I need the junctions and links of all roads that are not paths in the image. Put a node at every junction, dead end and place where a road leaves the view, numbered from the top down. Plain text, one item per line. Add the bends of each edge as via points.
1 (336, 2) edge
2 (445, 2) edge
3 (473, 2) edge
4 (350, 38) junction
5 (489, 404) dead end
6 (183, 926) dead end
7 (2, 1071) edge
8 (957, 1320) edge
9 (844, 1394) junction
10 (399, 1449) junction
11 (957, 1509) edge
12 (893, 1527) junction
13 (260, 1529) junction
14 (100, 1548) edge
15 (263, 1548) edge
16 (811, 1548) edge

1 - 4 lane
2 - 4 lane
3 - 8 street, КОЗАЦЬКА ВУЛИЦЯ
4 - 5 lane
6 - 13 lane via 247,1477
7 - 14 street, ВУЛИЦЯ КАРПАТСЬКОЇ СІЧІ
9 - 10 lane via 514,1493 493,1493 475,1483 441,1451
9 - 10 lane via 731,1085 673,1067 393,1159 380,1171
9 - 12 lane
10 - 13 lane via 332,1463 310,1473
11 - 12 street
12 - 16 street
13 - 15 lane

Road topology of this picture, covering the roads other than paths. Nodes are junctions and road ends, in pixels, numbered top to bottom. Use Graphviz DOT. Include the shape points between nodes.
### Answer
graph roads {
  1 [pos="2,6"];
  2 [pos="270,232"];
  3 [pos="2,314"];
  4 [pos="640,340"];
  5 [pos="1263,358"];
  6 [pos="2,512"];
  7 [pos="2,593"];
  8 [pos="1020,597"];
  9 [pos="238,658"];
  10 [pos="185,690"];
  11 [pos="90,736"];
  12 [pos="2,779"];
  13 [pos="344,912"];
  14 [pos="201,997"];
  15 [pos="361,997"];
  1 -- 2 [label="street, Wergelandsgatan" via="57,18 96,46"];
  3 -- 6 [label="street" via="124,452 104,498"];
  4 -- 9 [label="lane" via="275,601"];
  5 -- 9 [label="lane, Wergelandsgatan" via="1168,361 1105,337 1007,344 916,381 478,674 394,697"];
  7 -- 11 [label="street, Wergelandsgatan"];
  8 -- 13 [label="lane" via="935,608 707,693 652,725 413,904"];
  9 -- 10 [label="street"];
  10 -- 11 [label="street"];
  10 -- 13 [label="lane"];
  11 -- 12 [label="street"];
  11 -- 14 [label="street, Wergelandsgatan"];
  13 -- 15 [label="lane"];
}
---*---
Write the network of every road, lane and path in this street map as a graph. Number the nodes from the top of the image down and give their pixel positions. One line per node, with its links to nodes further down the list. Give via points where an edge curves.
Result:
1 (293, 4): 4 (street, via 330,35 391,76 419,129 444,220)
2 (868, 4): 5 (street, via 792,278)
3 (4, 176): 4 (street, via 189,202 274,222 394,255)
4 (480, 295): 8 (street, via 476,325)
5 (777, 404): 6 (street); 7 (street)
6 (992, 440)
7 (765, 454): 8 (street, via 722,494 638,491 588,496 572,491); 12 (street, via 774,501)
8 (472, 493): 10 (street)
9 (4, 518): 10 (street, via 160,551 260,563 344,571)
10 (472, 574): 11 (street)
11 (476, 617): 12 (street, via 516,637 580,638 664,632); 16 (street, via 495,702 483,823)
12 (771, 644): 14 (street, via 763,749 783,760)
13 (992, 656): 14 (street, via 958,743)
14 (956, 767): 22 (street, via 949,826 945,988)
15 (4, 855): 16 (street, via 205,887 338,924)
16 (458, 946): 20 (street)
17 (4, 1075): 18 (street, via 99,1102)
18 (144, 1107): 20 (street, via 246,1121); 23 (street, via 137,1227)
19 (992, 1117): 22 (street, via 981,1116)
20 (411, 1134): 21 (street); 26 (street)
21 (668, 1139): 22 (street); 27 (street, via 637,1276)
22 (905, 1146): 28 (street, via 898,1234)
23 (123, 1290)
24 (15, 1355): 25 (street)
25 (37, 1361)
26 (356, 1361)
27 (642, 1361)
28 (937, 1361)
---*---
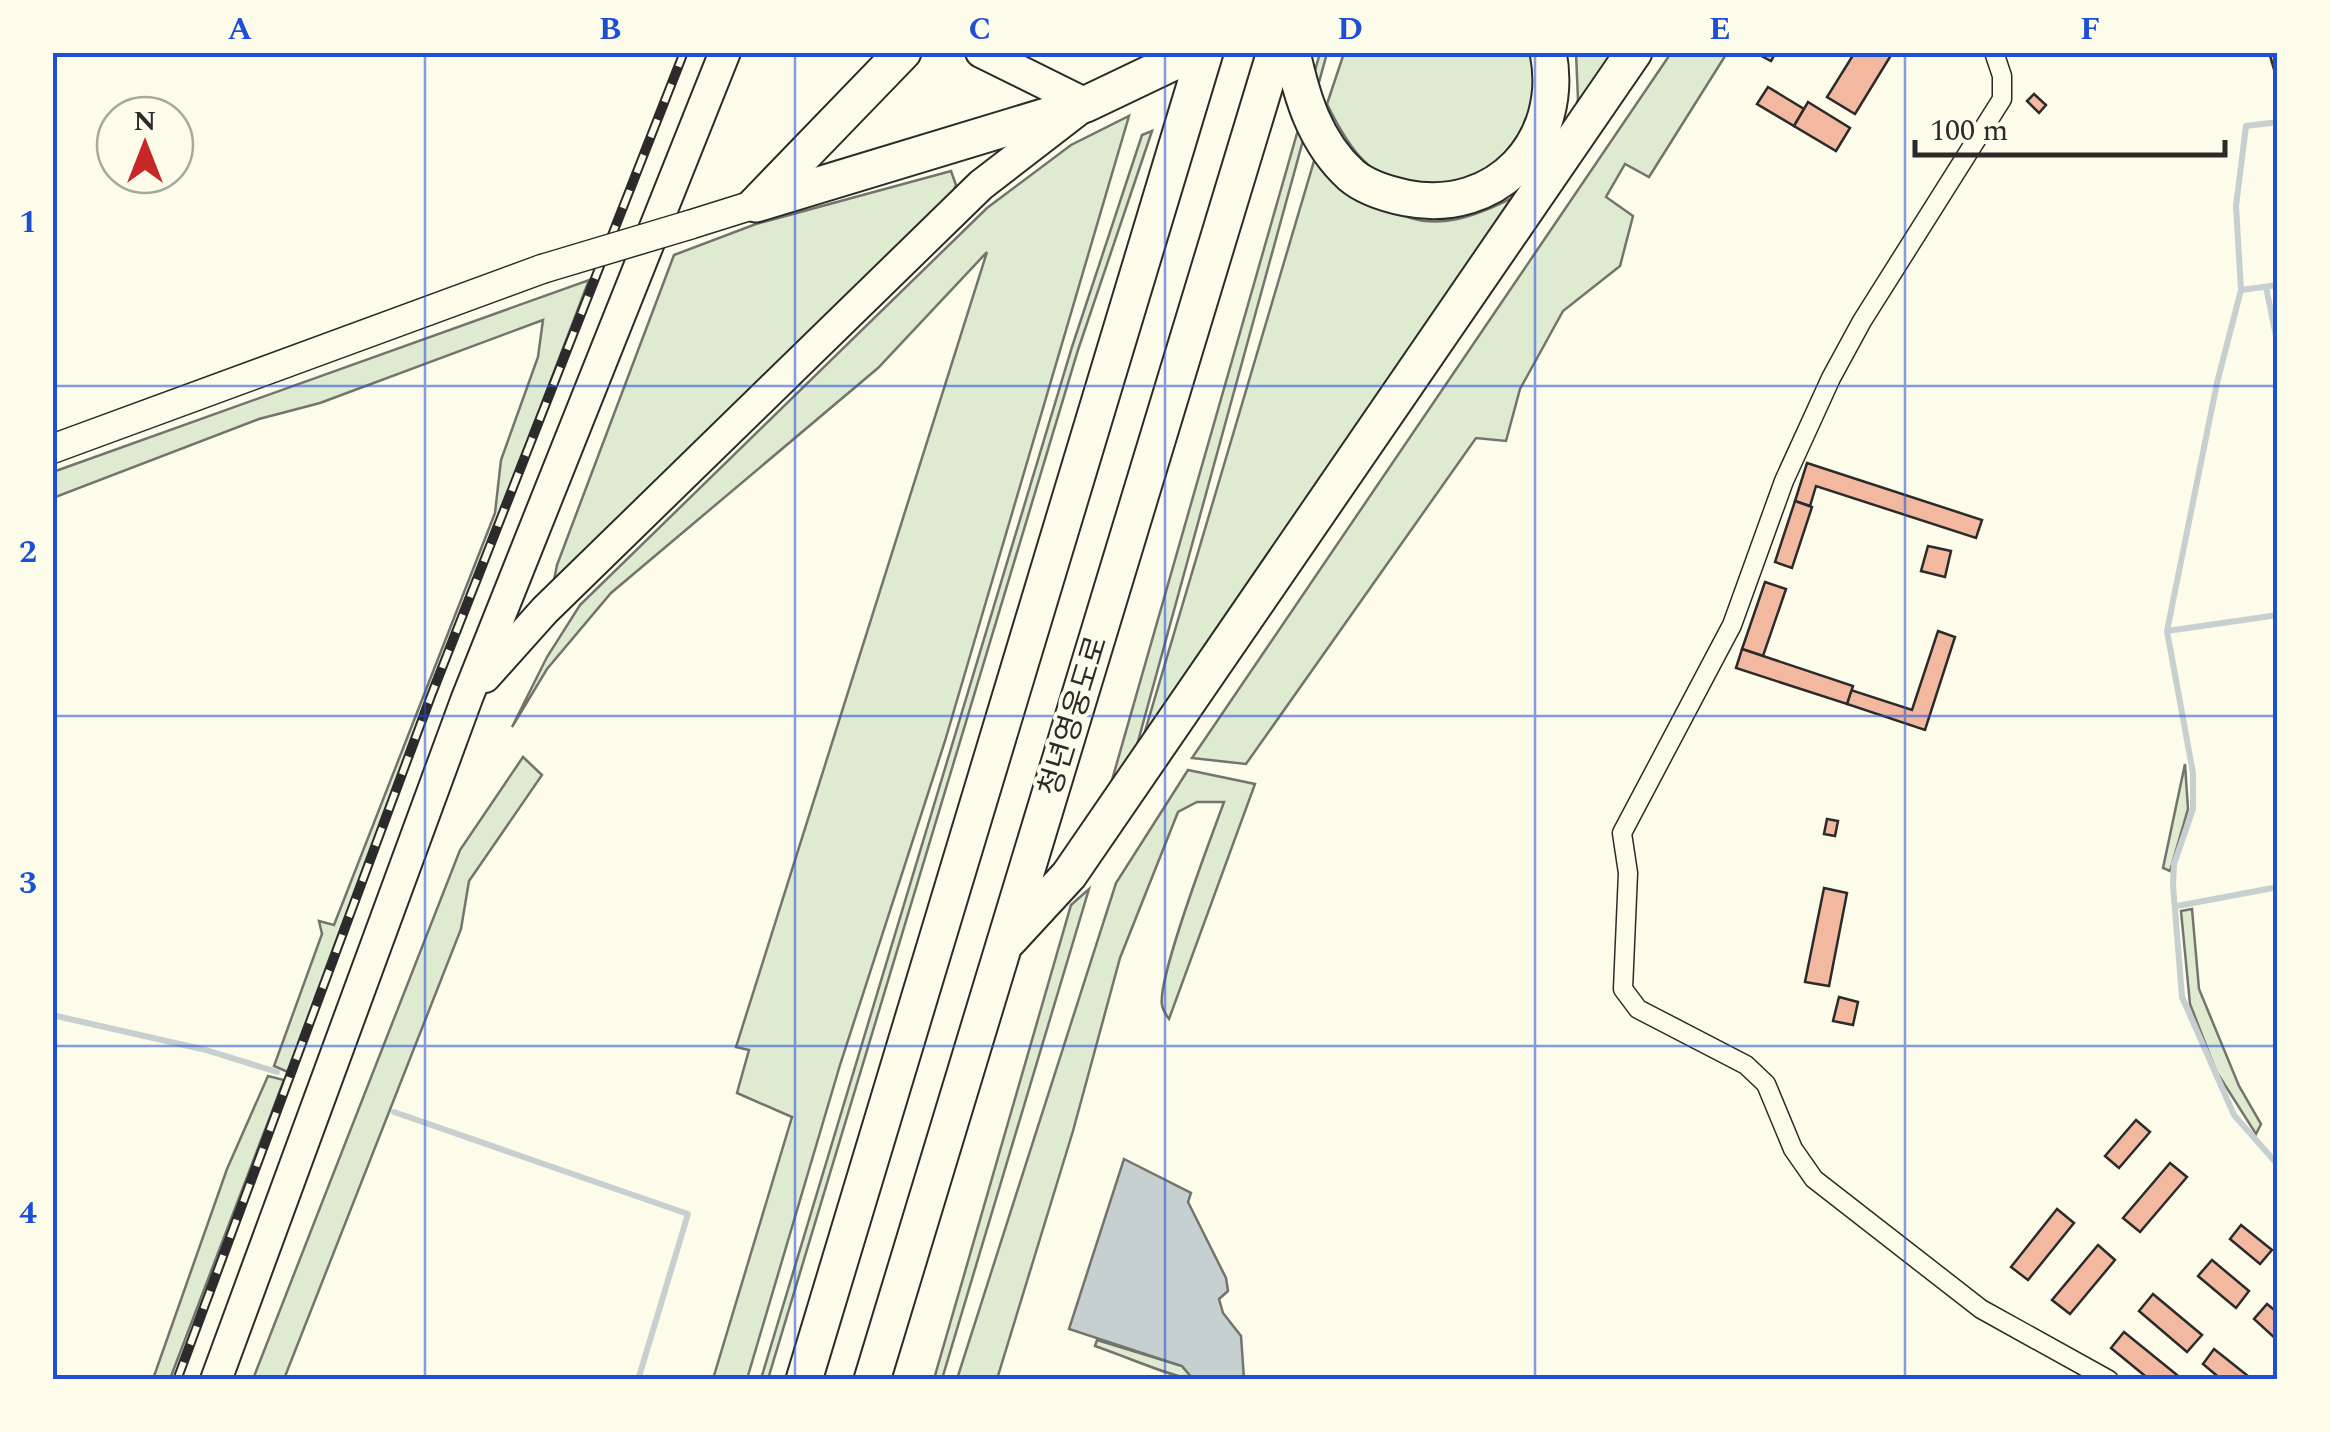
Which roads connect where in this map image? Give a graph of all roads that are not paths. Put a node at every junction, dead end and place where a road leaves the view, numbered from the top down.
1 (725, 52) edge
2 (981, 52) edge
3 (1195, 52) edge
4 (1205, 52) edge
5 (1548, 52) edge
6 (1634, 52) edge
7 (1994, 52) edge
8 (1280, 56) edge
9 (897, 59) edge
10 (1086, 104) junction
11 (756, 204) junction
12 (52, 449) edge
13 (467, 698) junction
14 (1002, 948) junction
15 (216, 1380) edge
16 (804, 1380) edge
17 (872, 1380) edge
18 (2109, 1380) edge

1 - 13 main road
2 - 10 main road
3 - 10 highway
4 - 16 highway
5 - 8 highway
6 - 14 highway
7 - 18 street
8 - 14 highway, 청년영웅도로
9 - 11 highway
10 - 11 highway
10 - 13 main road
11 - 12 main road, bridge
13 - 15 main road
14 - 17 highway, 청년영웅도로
---*---
* **Task item**
Copy all lines from the material that include "nodes".

* **Task response**
Road topology of this picture, covering the roads other than paths. Nodes are junctions and road ends, in pixels, numbered top to bottom. Use Graphviz DOT. Include the shape points between nodes.
Write the network of every road, lane and path in this street map as a graph. Number the nodes from the top of the image down and give their pixel positions. One line per node, with its links to nodes further down the list. Give via points where an edge curves.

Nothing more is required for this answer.